New Voices Talk Series – Women and their body (3)

Marjolein Oele: “Pregnant Constellations and their Demise: A Phenomenology of Miscarriage”

On the 8th of December 2022, at 4 pm (German time/CET), we will have the pleasure to hear Marjolein Oele on Pregnant Constellations and their Demise: A Phenomenology of Miscarriage.

Pregnancy has been a life-changing experience for me. It has been so not only because of her bodily transformation and the amazing two forms of life that emerged, but also because of its painful loss. It has prompted her to ask a simple yet profound question: how to grasp this grief, and how to combat the prevailing cultural discourse that seems in so many ways unsuited to address the ambivalence surrounding early pregnancy loss?

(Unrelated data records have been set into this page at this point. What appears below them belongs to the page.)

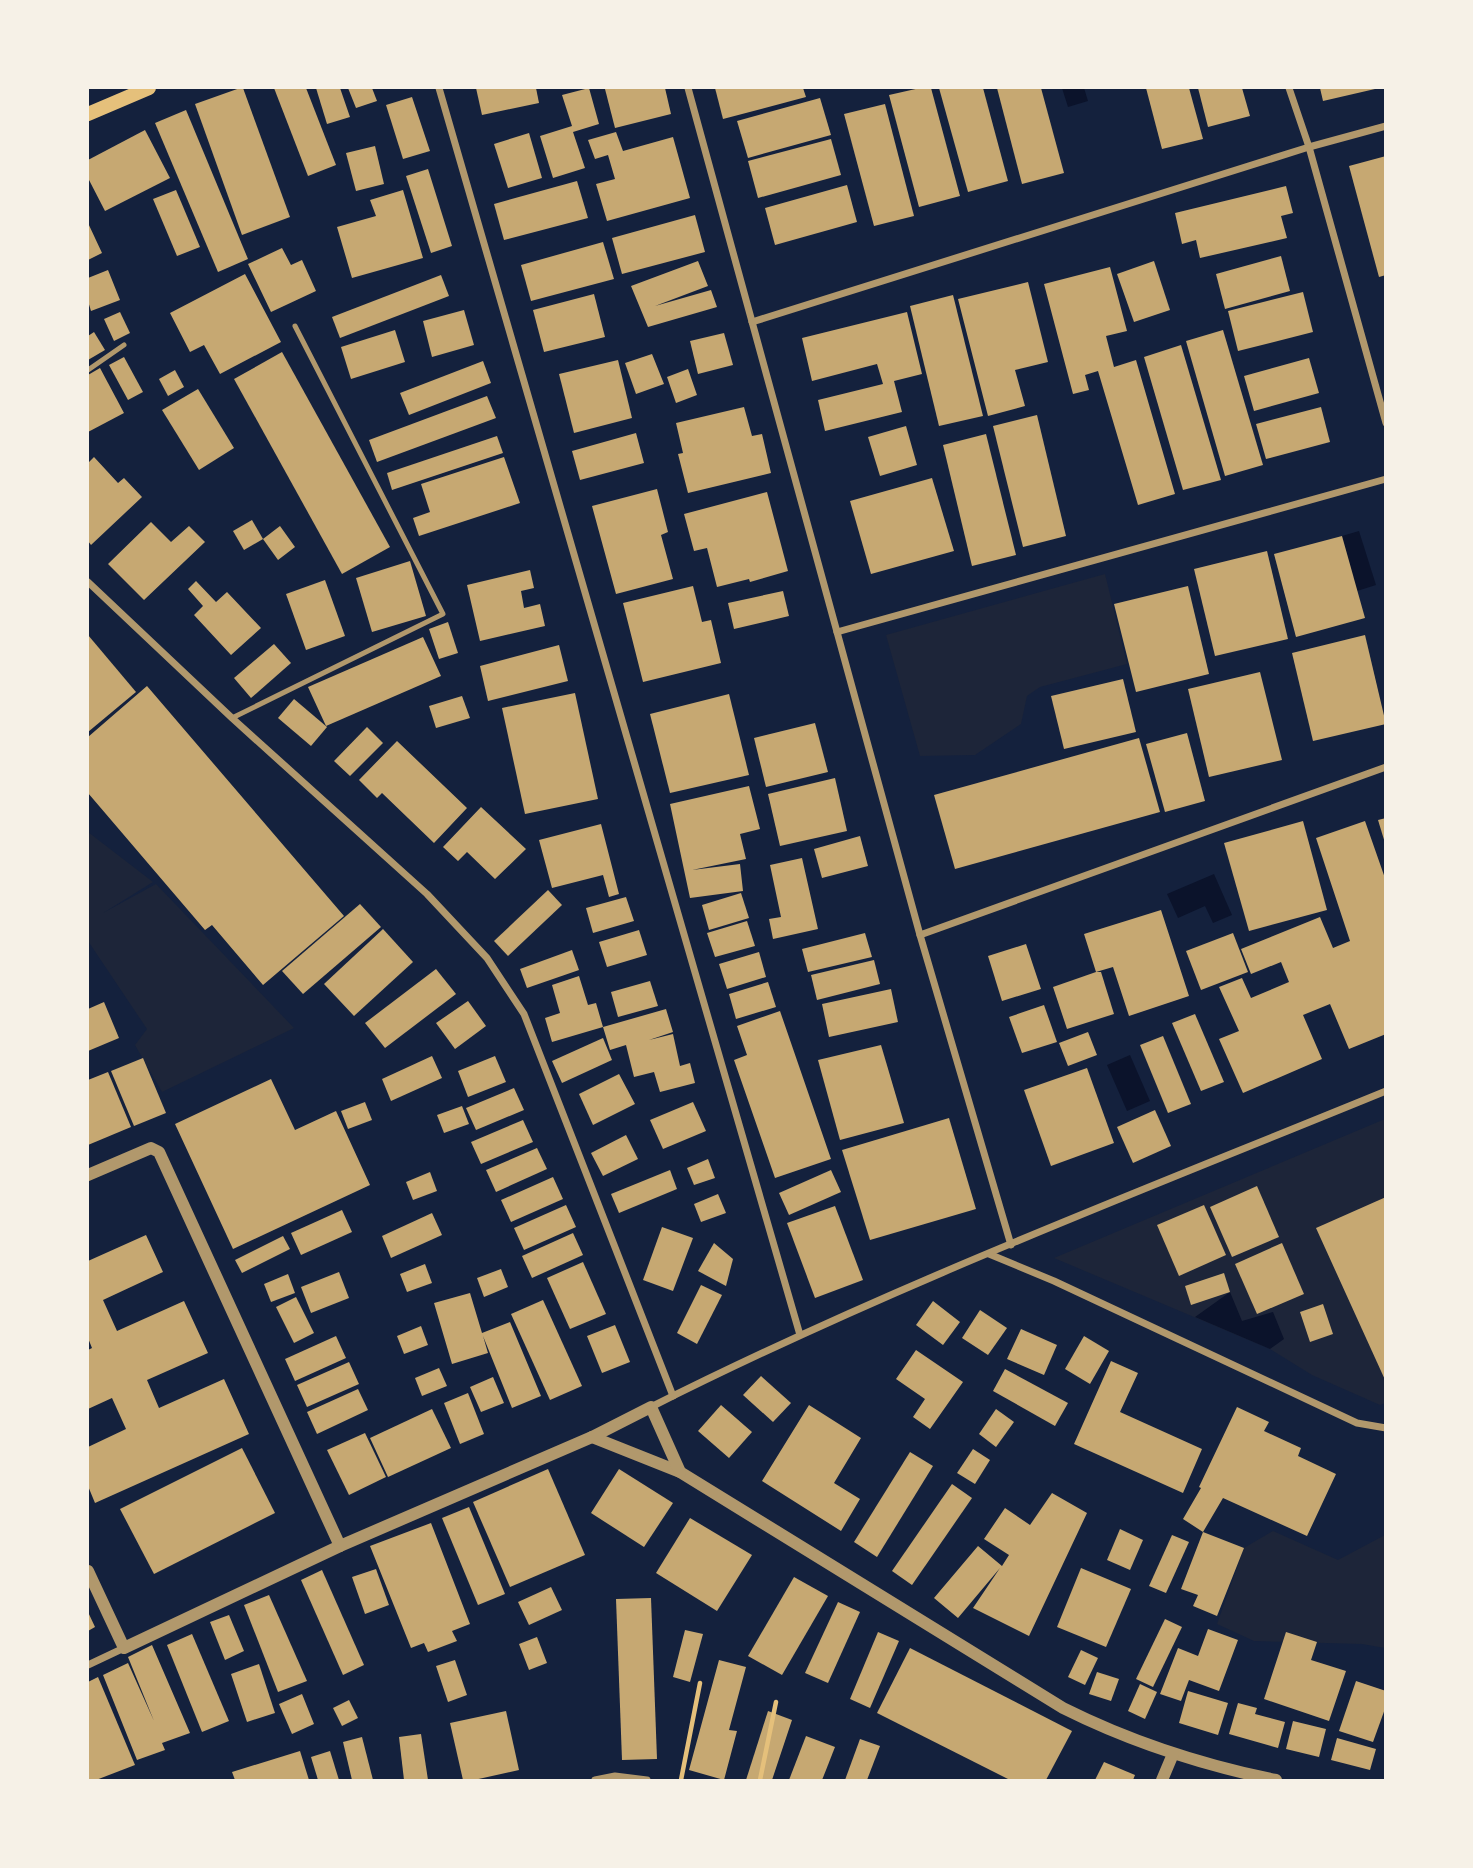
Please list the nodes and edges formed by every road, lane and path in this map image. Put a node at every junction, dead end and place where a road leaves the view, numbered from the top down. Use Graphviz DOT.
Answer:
graph roads {
  1 [pos="144,88"];
  2 [pos="439,88"];
  3 [pos="688,88"];
  4 [pos="1289,88"];
  5 [pos="88,114"];
  6 [pos="1385,126"];
  7 [pos="1308,147"];
  8 [pos="752,322"];
  9 [pos="295,326"];
  10 [pos="124,345"];
  11 [pos="88,370"];
  12 [pos="1385,423"];
  13 [pos="1385,479"];
  14 [pos="88,582"];
  15 [pos="837,632"];
  16 [pos="232,718"];
  17 [pos="1385,767"];
  18 [pos="920,935"];
  19 [pos="1385,1091"];
  20 [pos="88,1175"];
  21 [pos="1011,1245"];
  22 [pos="989,1254"];
  23 [pos="800,1335"];
  24 [pos="673,1396"];
  25 [pos="651,1407"];
  26 [pos="1385,1428"];
  27 [pos="592,1437"];
  28 [pos="680,1472"];
  29 [pos="340,1546"];
  30 [pos="88,1571"];
  31 [pos="124,1648"];
  32 [pos="88,1665"];
  33 [pos="700,1683"];
  34 [pos="776,1702"];
  35 [pos="1173,1754"];
  36 [pos="595,1780"];
  37 [pos="647,1780"];
  38 [pos="681,1780"];
  39 [pos="760,1780"];
  40 [pos="1162,1780"];
  41 [pos="1276,1780"];
  1 -- 5 [label="main road"];
  2 -- 23 [label="street"];
  3 -- 8 [label="street"];
  4 -- 7 [label="street"];
  6 -- 7 [label="street"];
  7 -- 8 [label="street"];
  7 -- 12 [label="street"];
  8 -- 15 [label="street"];
  9 -- 16 [label="lane"];
  10 -- 11 [label="lane"];
  13 -- 15 [label="street"];
  14 -- 16 [label="street"];
  15 -- 18 [label="street"];
  16 -- 24 [label="street"];
  17 -- 18 [label="street"];
  18 -- 21 [label="street"];
  19 -- 21 [label="street"];
  20 -- 29 [label="street"];
  21 -- 22 [label="street"];
  22 -- 23 [label="street"];
  22 -- 26 [label="street"];
  23 -- 24 [label="street"];
  24 -- 25 [label="street"];
  25 -- 27 [label="street"];
  25 -- 28 [label="street"];
  27 -- 28 [label="street"];
  27 -- 29 [label="street"];
  28 -- 35 [label="street"];
  29 -- 31 [label="street"];
  30 -- 31 [label="street"];
  31 -- 32 [label="street"];
  33 -- 38 [label="path"];
  34 -- 39 [label="path"];
  35 -- 40 [label="street"];
  35 -- 41 [label="street"];
  36 -- 37 [label="street"];
}
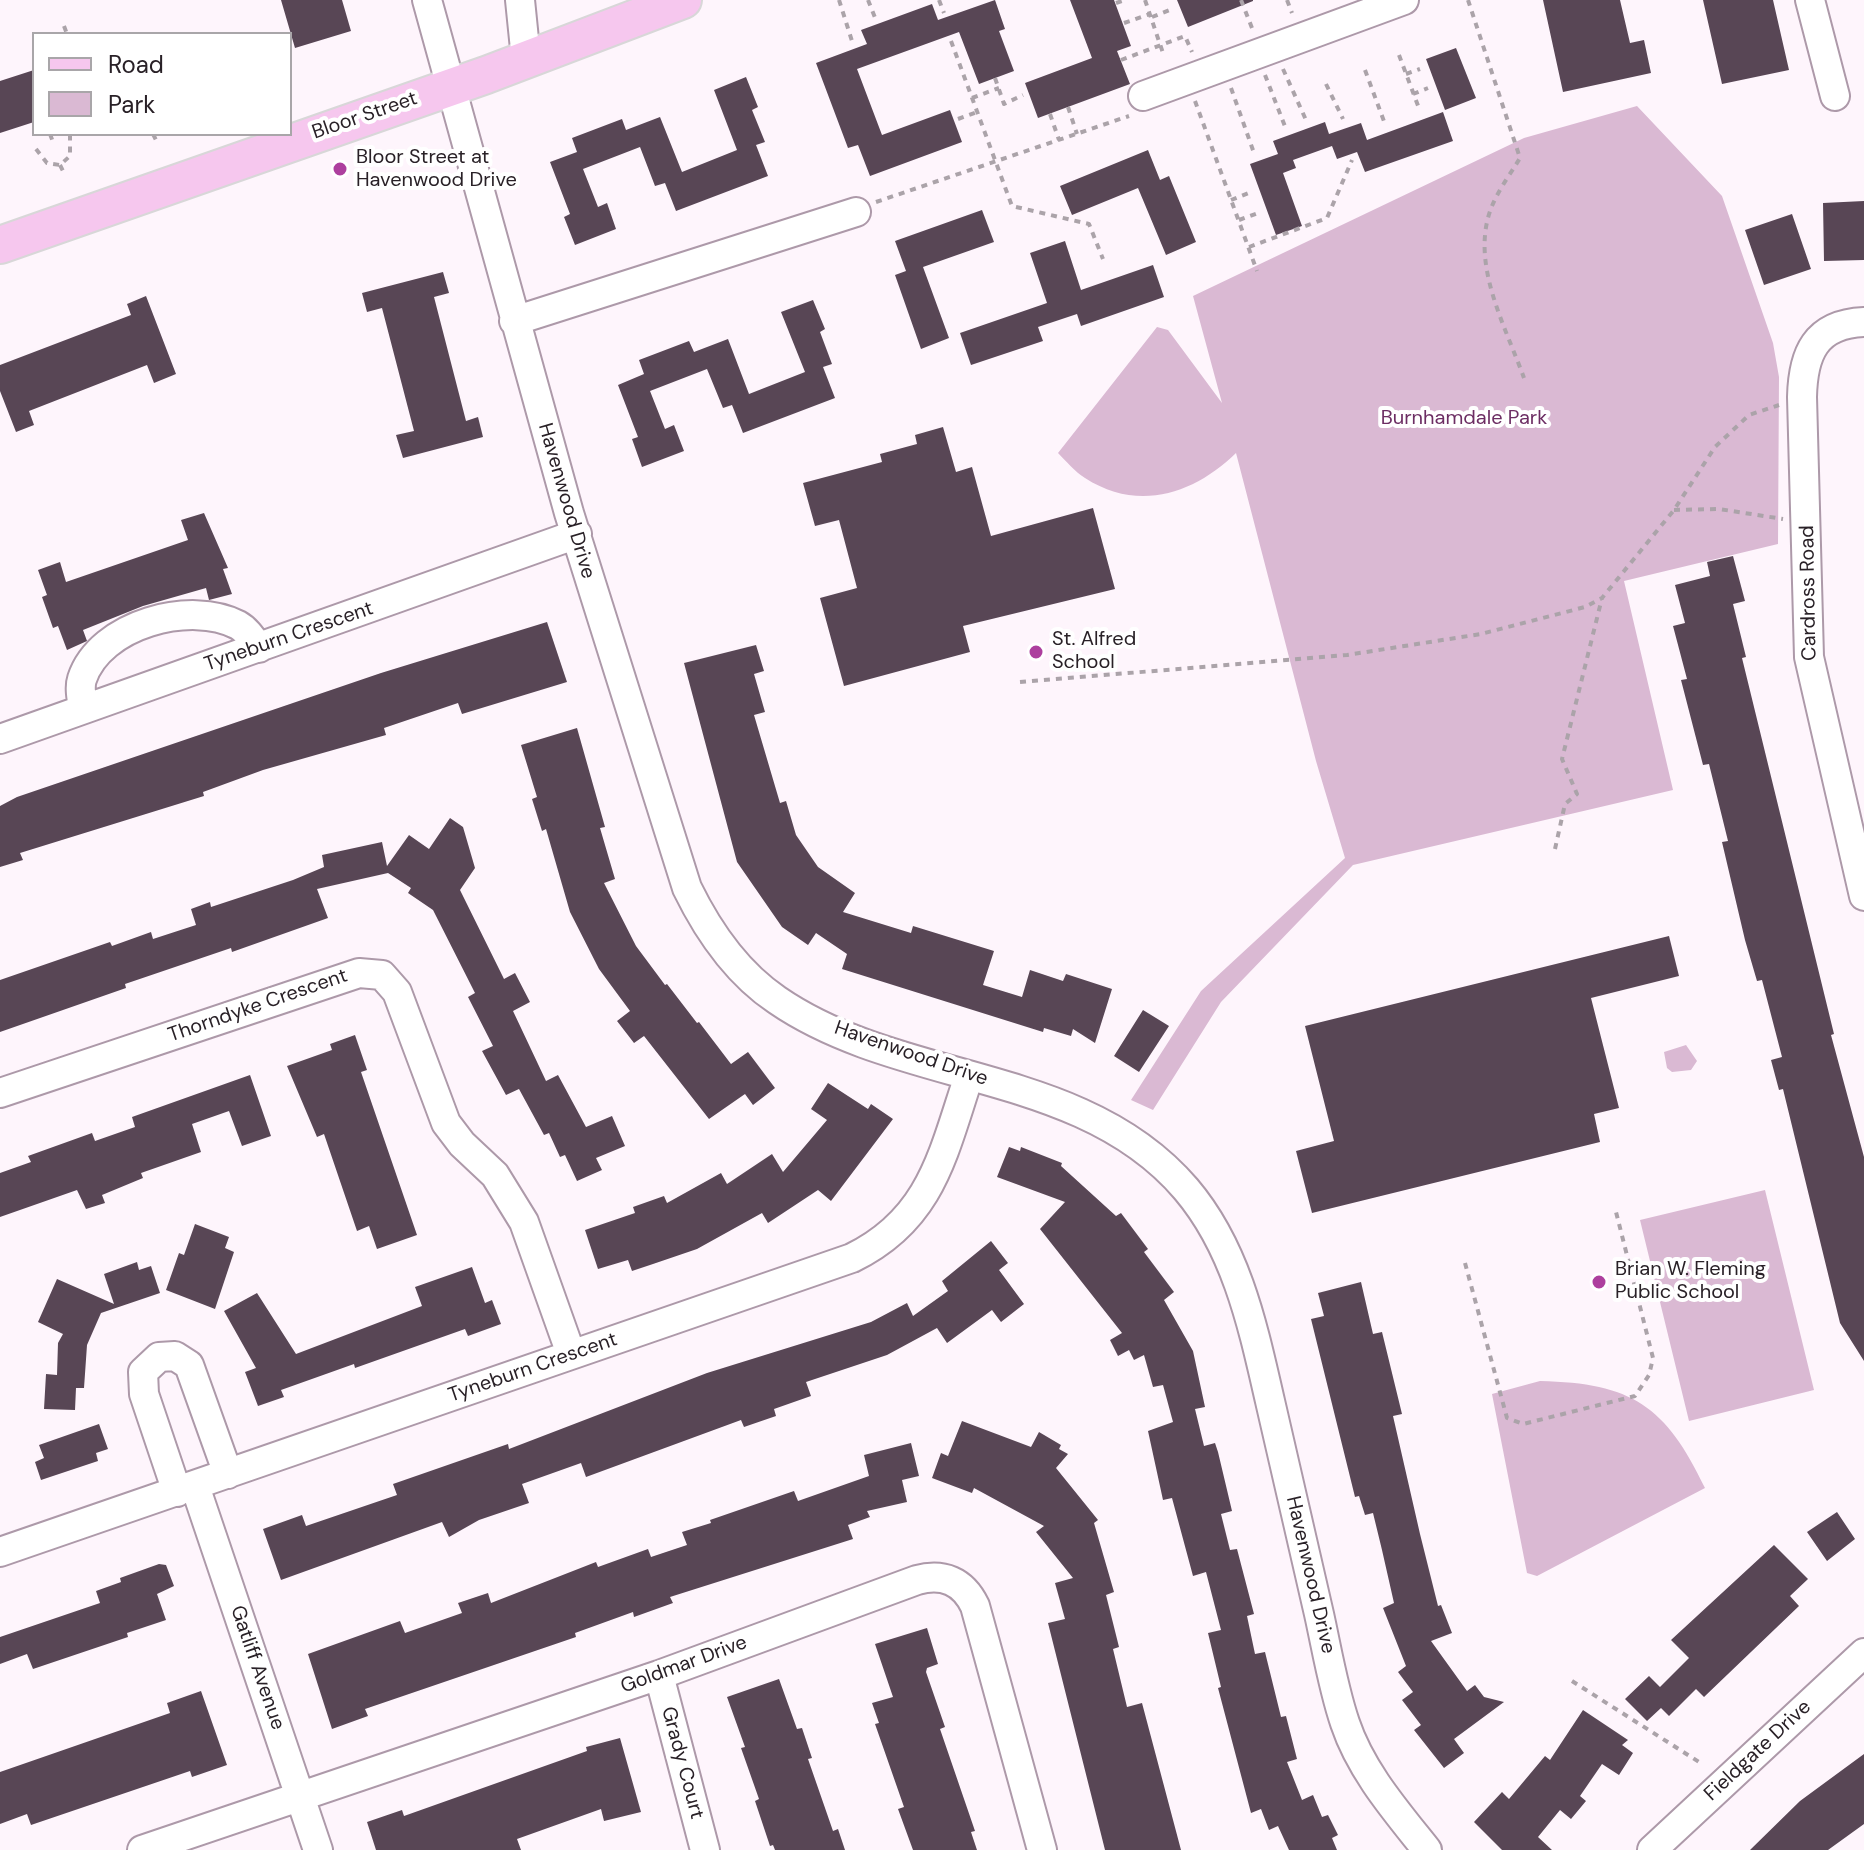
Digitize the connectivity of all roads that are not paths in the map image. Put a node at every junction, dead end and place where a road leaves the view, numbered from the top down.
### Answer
1 (427, 0) edge
2 (520, 0) edge
3 (683, 0) edge
4 (1404, 0) edge
5 (1810, 0) edge
6 (526, 59) junction
7 (452, 86) junction
8 (1835, 96) dead end
9 (1139, 105) road end
10 (865, 207) road end
11 (0, 245) edge
12 (514, 321) junction
13 (1864, 322) edge
14 (577, 534) junction
15 (259, 648) junction
16 (83, 709) junction
17 (0, 739) edge
18 (1864, 896) edge
19 (969, 1076) junction
20 (0, 1093) edge
21 (571, 1354) junction
22 (228, 1474) junction
23 (186, 1489) junction
24 (0, 1552) edge
25 (1864, 1653) edge
26 (659, 1675) junction
27 (301, 1798) junction
28 (1665, 1846) edge
29 (142, 1850) edge
30 (318, 1850) edge
31 (705, 1850) edge
32 (1042, 1850) edge
33 (1427, 1850) edge

1 - 7 street, Havenwood Drive
2 - 6 street
3 - 6 main road, Bloor Street
4 - 9 street
5 - 8 street
6 - 7 main road, Bloor Street
7 - 11 main road, Bloor Street
7 - 12 street, Havenwood Drive
10 - 12 street
12 - 14 street, Havenwood Drive
13 - 18 street, Cardross Road
14 - 15 street, Tyneburn Crescent
14 - 19 street, Havenwood Drive
15 - 16 street, Tyneburn Crescent
15 - 16 street
16 - 17 street, Tyneburn Crescent
19 - 21 street, Tyneburn Crescent
19 - 33 street, Havenwood Drive
20 - 21 street, Thorndyke Crescent
21 - 22 street, Tyneburn Crescent
22 - 23 street, Tyneburn Crescent
22 - 23 street, Gatliff Avenue
23 - 24 street, Tyneburn Crescent
23 - 27 street, Gatliff Avenue
25 - 28 street, Fieldgate Drive
26 - 27 street, Goldmar Drive
26 - 31 street, Grady Court
26 - 32 street, Goldmar Drive
27 - 29 street, Goldmar Drive
27 - 30 street, Gatliff Avenue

One way of accessing the meaning of pregnancy loss is through rethinking the meaning of pregnancy in terms of a constellation. In previous work, she has proposed to view pregnancy in light of the building of a pregnant city, in analogy to Plato’s building of a city in the Republic. Following this thought: what happens when the emerging pregnant city falls apart prematurely? Here it is the liminal experience of early miscarriage (i.e., miscarriage before the 12th gestational week) that she seeks to investigate, which is important for 3 reasons. First, this form of ephemeral loss is conceptually under-articulated, yet experientially prevalent: 70 % of conceptions end prior to birth. Secondly, rethinking early pregnancy loss stimulates correction of many accounts of loss that are predominantly focused on the loss of individuated, singular beings, rather than allowing for an analysis of loss at the level of the milieu. Thirdly, recognizing the importance and prevalence of dissipating constellation may bring further understanding and recognition to those caught in the grieving aftermath of miscarriage. She will show that Gilles Simondon’s account of pre-individuation is a helpful tool to both conceptualize the pregnant city in its early formation and in its dissolution, precisely because Simondon discusses a metaphysics of life that focuses not on being, but on being-as-becoming (ontogenesis) and affords a place for processes that are pre-individual.

Biography: Marjolein Oele is Professor of Philosophy at the University of San Francisco. She was trained as an MD at the Free University of Amsterdam, has a master’s degree in Philosophy from the University of Amsterdam and received her PhD in Philosophy in 2007 from Loyola University Chicago. Her research intertwines Ancient Philosophy, Continental Philosophy, Environmental Philosophy and Philosophy of Medicine. She is the author of E-Co-Affectivity: Exploring Pathos at Life’s Material Interfaces (SUNY, 2020) and co-editor of Ontologies of Nature: Continental Perspectives and Environmental Reorientations (Springer, 2017). She is currently working on a new book manuscript entitled Elemental Loss. Her articles have been published in a range of journals, including Ancient Philosophy, Configurations, Environmental Philosophy, Epochê, Graduate Faculty Philosophy Journal, Radical Philosophy Reviews and Research in Phenomenology. She is a member of the executive board of the Pacific Association for the Continental Tradition (PACT) and she joined the editorial board of the journal Environmental Philosophy in 2017 as its book review editor.